Coach Sean McVeigh said, “He’s done really well.” He said August 29 After one of those quarrels. “Since he gathered a number of actors, he becomes more comfortable with the attack, and then you see the ability to create outside of schedule. He has great sportsmanship. I think he’s decisive.
“I think he and Jared forge a great relationship with their comfort level of being able to bounce things off each other. But I was very happy with John. You want Jared to remain healthy, but if John has to play, I feel very happy with John.”
“Doug Flottie is kind of things.”
First, a warning.
This comparison came after an internal brawl on August 22, during which the midfielders were not allowed to be dealt, as the Rams ‘offense was played against the Rams’ defense due to concerns about COVID-19 transmissions that changed the NFL pre-season.
However, McVeigh was so impressed with Wolfford after the brawl that he compared him to former NFL midfielder Doug Flotti, who was famous for being a shorter midfield who could improvise when games were disrupted.
“You see it running” McVeigh said on August 22. “He’s got some Doug Flutety stuff as far as his break-in containment ability and the ability to do some games off schedule.”
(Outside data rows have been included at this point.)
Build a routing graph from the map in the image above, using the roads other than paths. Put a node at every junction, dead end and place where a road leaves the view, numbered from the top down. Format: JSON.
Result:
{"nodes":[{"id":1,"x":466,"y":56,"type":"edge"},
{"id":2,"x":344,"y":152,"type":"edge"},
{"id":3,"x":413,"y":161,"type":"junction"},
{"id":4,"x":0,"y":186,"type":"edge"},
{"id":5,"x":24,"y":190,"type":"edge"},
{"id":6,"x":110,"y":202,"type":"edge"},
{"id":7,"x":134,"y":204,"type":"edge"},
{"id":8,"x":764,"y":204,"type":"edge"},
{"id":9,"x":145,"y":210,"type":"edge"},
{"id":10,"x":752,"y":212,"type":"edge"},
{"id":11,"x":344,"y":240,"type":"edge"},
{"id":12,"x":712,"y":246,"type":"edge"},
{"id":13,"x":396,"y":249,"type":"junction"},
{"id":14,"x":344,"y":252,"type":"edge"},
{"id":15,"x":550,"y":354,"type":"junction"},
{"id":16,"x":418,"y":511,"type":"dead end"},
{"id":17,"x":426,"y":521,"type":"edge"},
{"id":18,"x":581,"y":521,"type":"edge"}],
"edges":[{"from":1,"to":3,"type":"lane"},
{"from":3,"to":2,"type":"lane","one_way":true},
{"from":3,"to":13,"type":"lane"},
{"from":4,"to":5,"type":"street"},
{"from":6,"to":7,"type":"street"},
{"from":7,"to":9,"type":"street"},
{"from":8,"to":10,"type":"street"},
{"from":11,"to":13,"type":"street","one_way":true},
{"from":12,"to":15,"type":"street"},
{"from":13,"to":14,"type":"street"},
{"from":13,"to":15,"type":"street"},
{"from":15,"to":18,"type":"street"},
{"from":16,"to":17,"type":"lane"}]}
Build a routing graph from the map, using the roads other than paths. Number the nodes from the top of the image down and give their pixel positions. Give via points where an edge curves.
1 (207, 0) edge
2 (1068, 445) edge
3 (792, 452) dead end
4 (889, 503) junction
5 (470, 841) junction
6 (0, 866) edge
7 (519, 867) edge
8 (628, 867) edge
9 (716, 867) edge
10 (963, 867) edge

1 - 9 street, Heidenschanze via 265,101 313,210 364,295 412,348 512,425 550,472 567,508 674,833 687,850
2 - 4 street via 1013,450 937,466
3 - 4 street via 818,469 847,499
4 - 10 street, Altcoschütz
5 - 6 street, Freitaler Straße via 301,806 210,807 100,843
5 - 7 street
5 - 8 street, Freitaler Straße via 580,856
For his part, Wolford said he tried to model his game on the model of Seattle Seahawks’ Russell Wilson and Drew Breeze of New Orleans Saints, a couple of shorter passers-by.
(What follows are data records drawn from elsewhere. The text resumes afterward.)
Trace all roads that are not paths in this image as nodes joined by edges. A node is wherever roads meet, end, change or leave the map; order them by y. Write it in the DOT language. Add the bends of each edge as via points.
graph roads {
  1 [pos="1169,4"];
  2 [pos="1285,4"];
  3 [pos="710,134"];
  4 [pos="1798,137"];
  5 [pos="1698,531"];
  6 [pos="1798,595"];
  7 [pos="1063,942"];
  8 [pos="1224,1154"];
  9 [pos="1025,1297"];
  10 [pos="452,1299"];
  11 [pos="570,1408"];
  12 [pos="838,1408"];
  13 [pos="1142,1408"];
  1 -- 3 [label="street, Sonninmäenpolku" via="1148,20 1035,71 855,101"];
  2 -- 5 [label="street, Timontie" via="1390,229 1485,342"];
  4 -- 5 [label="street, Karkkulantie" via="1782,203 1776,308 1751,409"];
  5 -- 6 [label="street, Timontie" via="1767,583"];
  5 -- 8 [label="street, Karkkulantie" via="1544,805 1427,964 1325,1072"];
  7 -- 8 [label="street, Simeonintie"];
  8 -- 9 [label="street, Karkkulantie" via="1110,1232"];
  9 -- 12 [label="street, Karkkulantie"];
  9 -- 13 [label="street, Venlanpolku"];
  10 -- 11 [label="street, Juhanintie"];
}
“These are the people who are always trying to look at who’s the best in the game and looking for ways to improve the things they do well,” Said Wolford on August 29.
Records in Wake Forest
Wolford was a staple for four years with Demon Deacons, leaving an enormous imprint on the program.
He set school records in his first season for QB proficiency (157.98), passing yards (3,192), touchdown passes (29), and total touchdowns (39). His career total landing 78 is also a Wake Forest record.
He finished his run with 8,794 yards and 1120 accelerating yards in his run at Winston Salem. In fact, Wolford became the eighth player in ACC team history to go over 8,000 passing yards and 1,000 accelerating yards. By the time he left the show, he held three of the top five scores in the solo game for total attack.
Now, looking likely to get his first NFL shot, Wolford has the opportunity to back up what he said in August, having been impressed at those scuffles.
“I feel ready,” Said Wolford on August 29. “I’m confident in my abilities and confident in my ability to manage this attack. It’s something I’ve prepared all my life. I’ve played a lot of football in my life, from college to the AFC and I’m ready to go when that shot comes.”